→ ACTIVITY:
Each line below is to be written out in full, exactly as shown.

→ Saved entries:
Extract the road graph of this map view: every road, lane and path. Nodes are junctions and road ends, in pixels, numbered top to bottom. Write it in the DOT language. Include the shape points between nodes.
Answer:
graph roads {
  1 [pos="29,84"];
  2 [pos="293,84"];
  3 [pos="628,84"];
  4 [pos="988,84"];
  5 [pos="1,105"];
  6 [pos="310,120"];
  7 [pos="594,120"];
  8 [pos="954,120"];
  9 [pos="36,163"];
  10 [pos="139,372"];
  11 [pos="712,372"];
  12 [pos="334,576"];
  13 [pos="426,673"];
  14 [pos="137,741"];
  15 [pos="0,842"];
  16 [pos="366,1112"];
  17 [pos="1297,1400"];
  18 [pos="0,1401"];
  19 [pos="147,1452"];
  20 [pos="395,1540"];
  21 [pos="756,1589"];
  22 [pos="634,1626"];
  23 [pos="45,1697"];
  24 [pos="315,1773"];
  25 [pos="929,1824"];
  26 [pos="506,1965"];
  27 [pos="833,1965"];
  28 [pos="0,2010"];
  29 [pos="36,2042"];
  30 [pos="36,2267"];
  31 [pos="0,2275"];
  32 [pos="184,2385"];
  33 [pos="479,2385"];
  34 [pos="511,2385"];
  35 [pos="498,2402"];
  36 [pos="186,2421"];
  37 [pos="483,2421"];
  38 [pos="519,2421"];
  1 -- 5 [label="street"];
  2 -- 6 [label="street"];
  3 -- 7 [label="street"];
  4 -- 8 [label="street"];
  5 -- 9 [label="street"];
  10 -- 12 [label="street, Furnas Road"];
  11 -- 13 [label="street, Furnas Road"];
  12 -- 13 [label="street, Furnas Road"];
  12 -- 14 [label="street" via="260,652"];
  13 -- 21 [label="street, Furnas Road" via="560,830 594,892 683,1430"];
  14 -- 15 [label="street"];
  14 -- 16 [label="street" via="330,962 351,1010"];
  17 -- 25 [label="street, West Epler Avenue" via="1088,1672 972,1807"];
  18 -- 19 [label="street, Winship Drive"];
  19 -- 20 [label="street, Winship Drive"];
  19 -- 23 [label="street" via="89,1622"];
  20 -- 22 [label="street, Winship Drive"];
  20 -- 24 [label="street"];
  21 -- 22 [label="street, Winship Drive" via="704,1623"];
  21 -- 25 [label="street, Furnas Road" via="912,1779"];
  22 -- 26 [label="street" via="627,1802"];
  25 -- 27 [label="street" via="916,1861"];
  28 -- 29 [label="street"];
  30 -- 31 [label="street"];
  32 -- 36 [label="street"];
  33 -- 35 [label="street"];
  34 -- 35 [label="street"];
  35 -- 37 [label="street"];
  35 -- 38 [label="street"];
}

→ SOLUTION TO THE PROBLEM:
Extract the road graph of this map view: every road, lane and path. Nodes are junctions and road ends, in pixels, numbered top to bottom. Write it in the DOT language. Include the shape points between nodes.
Answer:
graph roads {
  1 [pos="29,84"];
  2 [pos="293,84"];
  3 [pos="628,84"];
  4 [pos="988,84"];
  5 [pos="1,105"];
  6 [pos="310,120"];
  7 [pos="594,120"];
  8 [pos="954,120"];
  9 [pos="36,163"];
  10 [pos="139,372"];
  11 [pos="712,372"];
  12 [pos="334,576"];
  13 [pos="426,673"];
  14 [pos="137,741"];
  15 [pos="0,842"];
  16 [pos="366,1112"];
  17 [pos="1297,1400"];
  18 [pos="0,1401"];
  19 [pos="147,1452"];
  20 [pos="395,1540"];
  21 [pos="756,1589"];
  22 [pos="634,1626"];
  23 [pos="45,1697"];
  24 [pos="315,1773"];
  25 [pos="929,1824"];
  26 [pos="506,1965"];
  27 [pos="833,1965"];
  28 [pos="0,2010"];
  29 [pos="36,2042"];
  30 [pos="36,2267"];
  31 [pos="0,2275"];
  32 [pos="184,2385"];
  33 [pos="479,2385"];
  34 [pos="511,2385"];
  35 [pos="498,2402"];
  36 [pos="186,2421"];
  37 [pos="483,2421"];
  38 [pos="519,2421"];
  1 -- 5 [label="street"];
  2 -- 6 [label="street"];
  3 -- 7 [label="street"];
  4 -- 8 [label="street"];
  5 -- 9 [label="street"];
  10 -- 12 [label="street, Furnas Road"];
  11 -- 13 [label="street, Furnas Road"];
  12 -- 13 [label="street, Furnas Road"];
  12 -- 14 [label="street" via="260,652"];
  13 -- 21 [label="street, Furnas Road" via="560,830 594,892 683,1430"];
  14 -- 15 [label="street"];
  14 -- 16 [label="street" via="330,962 351,1010"];
  17 -- 25 [label="street, West Epler Avenue" via="1088,1672 972,1807"];
  18 -- 19 [label="street, Winship Drive"];
  19 -- 20 [label="street, Winship Drive"];
  19 -- 23 [label="street" via="89,1622"];
  20 -- 22 [label="street, Winship Drive"];
  20 -- 24 [label="street"];
  21 -- 22 [label="street, Winship Drive" via="704,1623"];
  21 -- 25 [label="street, Furnas Road" via="912,1779"];
  22 -- 26 [label="street" via="627,1802"];
  25 -- 27 [label="street" via="916,1861"];
  28 -- 29 [label="street"];
  30 -- 31 [label="street"];
  32 -- 36 [label="street"];
  33 -- 35 [label="street"];
  34 -- 35 [label="street"];
  35 -- 37 [label="street"];
  35 -- 38 [label="street"];
}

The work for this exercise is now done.